Propensity to Convert ML Model Usage¶

In this notebook we will be using sample behavioral data collected by Snowplow's Javascript tracker from Snowplow's website.

Using our production propensity model, we will perform predictions on users from this dataset and save the output to a new table to feed into marketing campaigns.

Configuration¶

Only necessary if you have not followed the configuration in the previous model training notebook or your setup has changed.

  • Python 3.8
  • Install Snowpark for Python and other libraries to your environment, if using Anaconda run the following to create a virtual environment with all the packages needed:
    • conda create --name snowpark --override-channels -c https://repo.anaconda.com/pkgs/snowflake python=3.8 numpy pandas dill scikit-learn cachetools lightgbm notebook snowflake-snowpark-python matplotlib plotly
    • conda activate snowpark
    • pip install imblearn
  • Add a connection.json file to your directory with your Snowflake account details and credentials (view template).

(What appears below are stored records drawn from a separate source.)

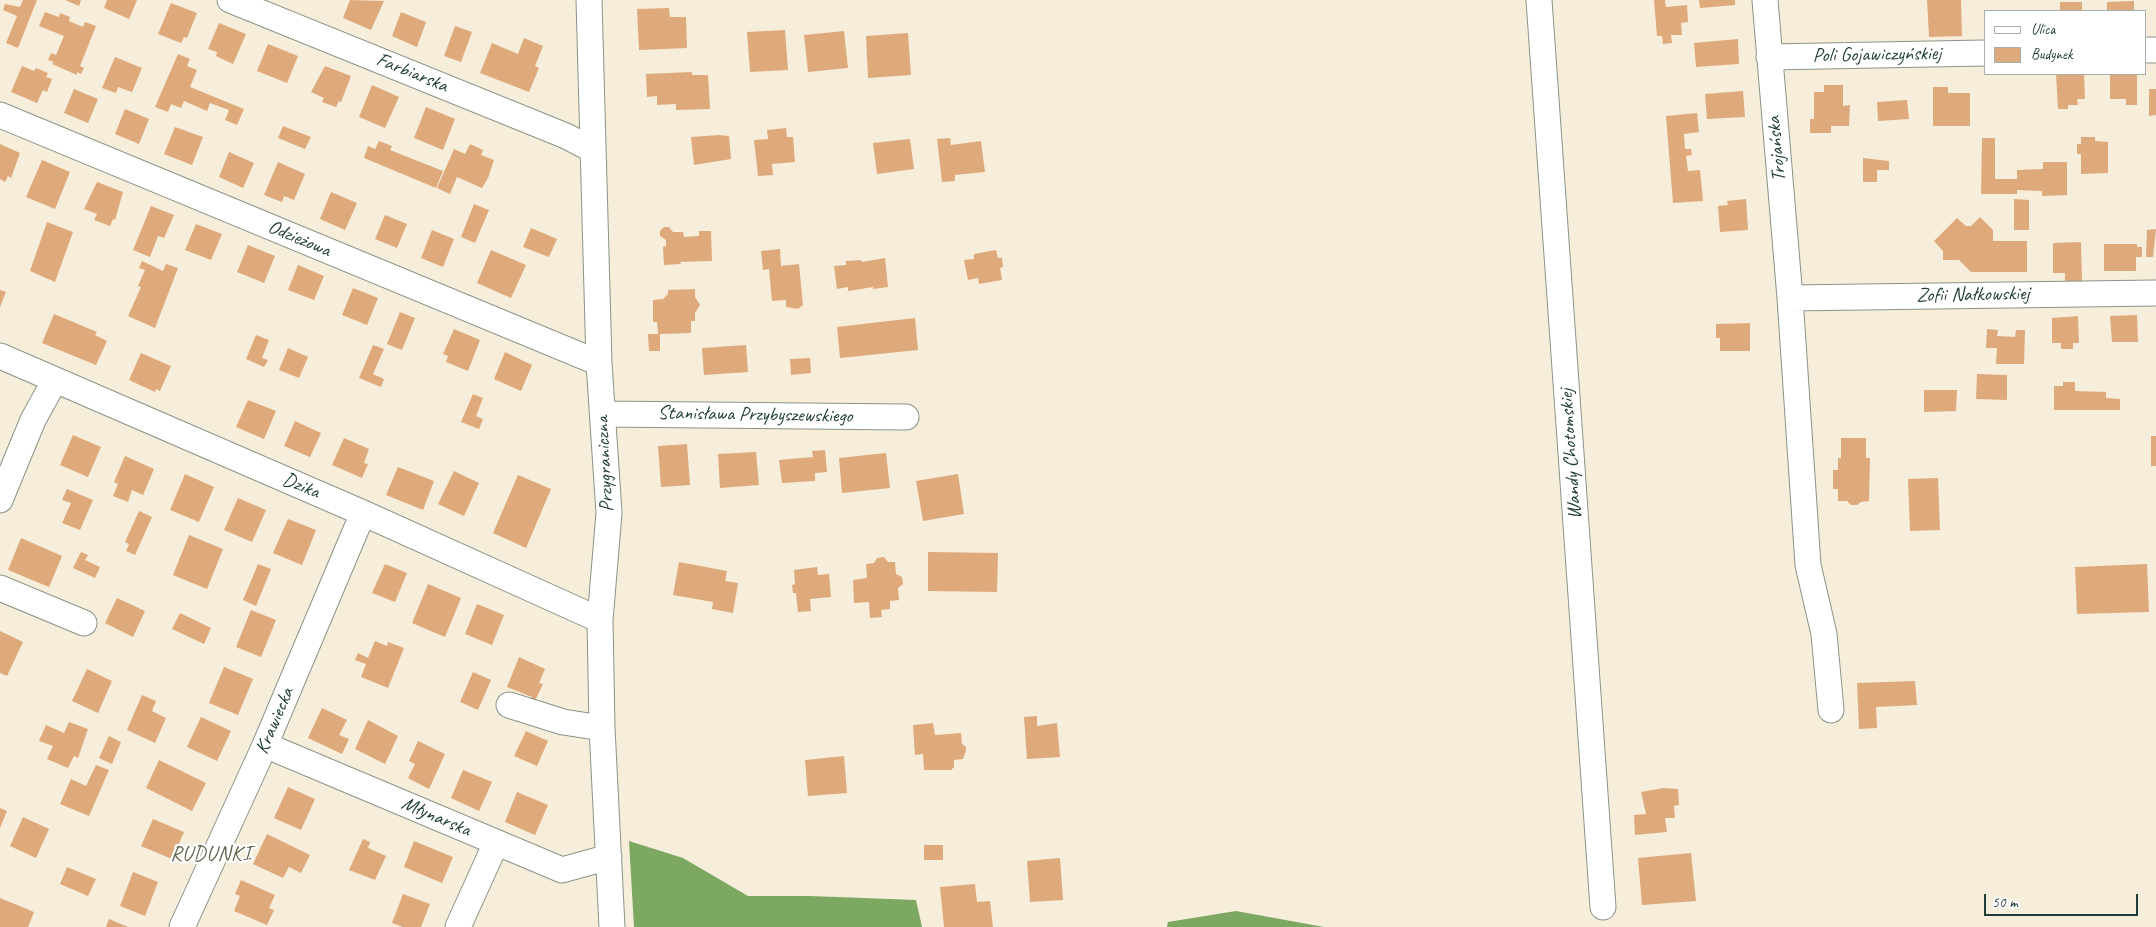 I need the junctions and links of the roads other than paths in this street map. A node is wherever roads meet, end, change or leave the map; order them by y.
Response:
1 (230, 0) edge
2 (589, 0) edge
3 (1539, 0) edge
4 (1765, 0) edge
5 (1984, 53) edge
6 (1769, 58) junction
7 (0, 115) edge
8 (593, 150) junction
9 (2156, 293) edge
10 (1790, 298) junction
11 (0, 356) edge
12 (599, 363) junction
13 (55, 380) junction
14 (603, 414) junction
15 (906, 416) dead end
16 (0, 500) edge
17 (363, 513) junction
18 (0, 588) edge
19 (600, 620) junction
20 (84, 622) dead end
21 (509, 705) dead end
22 (1831, 710) dead end
23 (602, 728) junction
24 (265, 745) junction
25 (496, 843) junction
26 (609, 857) junction
27 (1603, 907) dead end
28 (182, 927) edge
29 (458, 927) edge
30 (612, 927) edge

1 - 8 street, Farbiarska
2 - 8 street, Przygraniczna
3 - 27 street, Wandy Chotomskiej
4 - 6 street, Trojańska
5 - 6 street, Poli Gojawiczyńskiej
6 - 10 street, Trojańska
7 - 12 street, Odzieżowa
8 - 12 street, Przygraniczna
9 - 10 street, Zofii Nałkowskiej
10 - 22 street, Trojańska
11 - 13 street, Dzika
12 - 14 street, Przygraniczna
13 - 16 street
13 - 17 street, Dzika
14 - 15 street, Stanisława Przybyszewskiego
14 - 19 street, Przygraniczna
17 - 19 street, Dzika
17 - 24 street, Krawiecka
18 - 20 street
19 - 23 street, Przygraniczna
21 - 23 street
23 - 26 street, Przygraniczna
24 - 25 street, Młynarska
24 - 28 street, Krawiecka
25 - 26 street, Młynarska
25 - 29 street
26 - 30 street, Przygraniczna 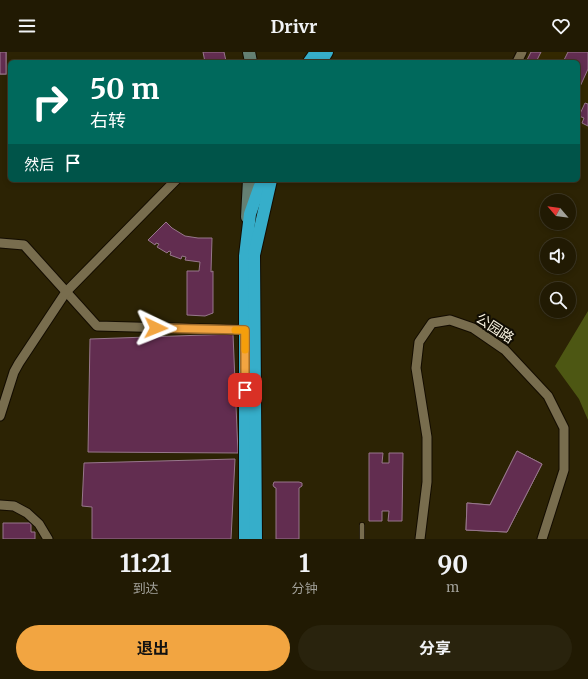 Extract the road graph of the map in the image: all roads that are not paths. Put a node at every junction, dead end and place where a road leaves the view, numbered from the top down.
1 (174, 182) edge
2 (249, 182) edge
3 (261, 182) edge
4 (271, 182) edge
5 (0, 244) edge
6 (245, 256) junction
7 (66, 292) junction
8 (245, 330) junction
9 (0, 416) edge
10 (0, 505) edge
11 (362, 525) dead end
12 (48, 539) edge
13 (245, 539) edge
14 (256, 539) edge
15 (362, 539) edge
16 (420, 539) edge
17 (542, 539) edge

1 - 7 street
2 - 6 street
3 - 6 highway
4 - 14 highway
5 - 7 street
6 - 8 highway
7 - 8 street
7 - 9 street
8 - 13 highway
10 - 12 street
11 - 15 lane
16 - 17 street, 公园路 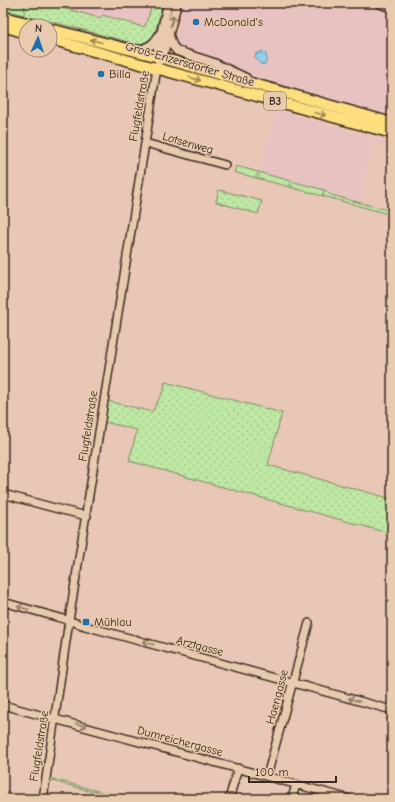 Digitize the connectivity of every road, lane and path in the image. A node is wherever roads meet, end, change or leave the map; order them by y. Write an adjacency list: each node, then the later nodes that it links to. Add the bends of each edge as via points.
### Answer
1 (168, 3): 8 (street)
2 (177, 3): 11 (street, one-way to 2)
3 (379, 3): 4 (street)
4 (392, 8)
5 (3, 17): 6 (main road)
6 (18, 21)
7 (3, 26): 9 (main road)
8 (162, 27): 13 (street, via 153,44); 14 (street, via 158,48)
9 (18, 30)
10 (58, 31): 13 (main road, Groß-Enzersdorfer Straße / B3, one-way to 10)
11 (168, 35): 14 (street); 16 (street, via 177,51 214,63)
12 (58, 41): 15 (main road, Groß-Enzersdorfer Straße / B3)
13 (134, 51): 14 (main road, Groß-Enzersdorfer Straße / B3)
14 (160, 58): 15 (street, Flugfeldstraße); 16 (main road, Groß-Enzersdorfer Straße / B3)
15 (157, 68): 18 (main road, Groß-Enzersdorfer Straße / B3, one-way to 18); 19 (street, Flugfeldstraße)
16 (273, 90): 17 (main road, Groß-Enzersdorfer Straße / B3)
17 (392, 123)
18 (392, 134)
19 (145, 143): 20 (street, Lotsenweg); 22 (street, Flugfeldstraße)
20 (225, 165)
21 (3, 494): 22 (street)
22 (87, 516): 24 (street, Flugfeldstraße)
23 (3, 602): 24 (street, Arztgasse, one-way to 23)
24 (70, 622): 26 (street, Arztgasse, one-way to 24); 29 (street, Flugfeldstraße)
25 (309, 623): 26 (street, Haengasse)
26 (292, 683): 28 (street, Arztgasse, one-way to 26); 31 (street, Haengasse)
27 (3, 705): 29 (street, Dumreichergasse)
28 (392, 710)
29 (56, 718): 30 (street, Dumreichergasse, one-way to 30); 33 (street, Flugfeldstraße)
30 (238, 768): 31 (street, Dumreichergasse); 34 (street)
31 (267, 776): 32 (street, Dumreichergasse)
32 (296, 784): 35 (street); 36 (street, Dumreichergasse)
33 (43, 799)
34 (229, 799)
35 (292, 799)
36 (350, 799)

Use the same schema you created your first_touch_user_features view in the feature exploration step
  • Snowpark-optimized warehouses are recommended if your ML training has large memory requirements
In [1]:
import json
import cachetools
from snowflake.snowpark import Session
from snowflake.snowpark.functions import udf, call_udf, col
In [2]:
connection_parameters = json.load(open('connection.json'))
session = Session.builder.configs(connection_parameters).create()

Perform predictions¶

Models could be served from Snowflake as a user defined function (UDF).

In [4]:
session.clear_imports()
session.clear_packages()

import imblearn
imblearn_path = imblearn.__path__[0]

session.add_import('@ml_models/model.joblib')
session.add_import(imblearn_path)
session.add_packages('pandas', 'scikit-learn', 'dill')


@cachetools.cached(cache={})
def read_model(filename):
  import dill
  import sys
  import os

  import_dir = sys._xoptions.get("snowflake_import_directory")
  if import_dir:
    with open(os.path.join(import_dir, filename), 'rb') as file:
      m = dill.load(file)
      return m


@udf(
  name='predict_propensity_to_convert',
  session=session,
  replace=True,
  is_permanent=True,
  stage_location='@ml_model_udfs',
  packages=["cachetools", "pandas", "dill", "lightgbm"]
)
def predict_propensity_to_convert(
  first_page_title: str,
  refr_urlhost: str,
  refr_medium: str,
  mkt_medium: str,
  mkt_source: str,
  mkt_term: str,
  mkt_campaign: str,
  engaged_time_in_s: float,
  absolute_time_in_s: float,
  vertical_percentage_scrolled: float,
  geo_country: str,
  geo_region: str,
  br_lang: str,
  device_family: str,
  os_family: str,
) -> float:
  import pandas as pd

  model = read_model('model.joblib')

  df = pd.DataFrame([[
    first_page_title,
    refr_urlhost,
    refr_medium,
    mkt_medium,
    mkt_source,
    mkt_term,
    mkt_campaign,
    engaged_time_in_s,
    absolute_time_in_s,
    vertical_percentage_scrolled,
    geo_country,
    geo_region,
    br_lang,
    device_family,
    os_family]],
    columns=[
      "first_page_title",
      "refr_urlhost",
      "refr_medium",
      "mkt_medium",
      "mkt_source",
      "mkt_term",
      "mkt_campaign",
      "engaged_time_in_s",
      "absolute_time_in_s",
      "vertical_percentage_scrolled",
      "geo_country",
      "geo_region",
      "br_lang",
      "device_family",
      "os_family"]
    )

  prediction = model.predict_proba(df)[0][1]

  return prediction

You can now utilize this UDF in SQL:

SELECT
  user_id,
  predict_propensity_to_convert(first_page_title, refr_urlhost, refr_medium, mkt_medium, mkt_source, mkt_term, mkt_campaign, engaged_time_in_s, absolute_time_in_s, vertical_percentage_scrolled, geo_country, geo_region, br_lang, device_family, os_family) AS prediction
FROM FIRST_TOUCH_USER_FEATURES;

You can also call it in your Jupyter notebooks:

In [3]:
import pandas as pd

user_features = session.table('FIRST_TOUCH_USER_FEATURES')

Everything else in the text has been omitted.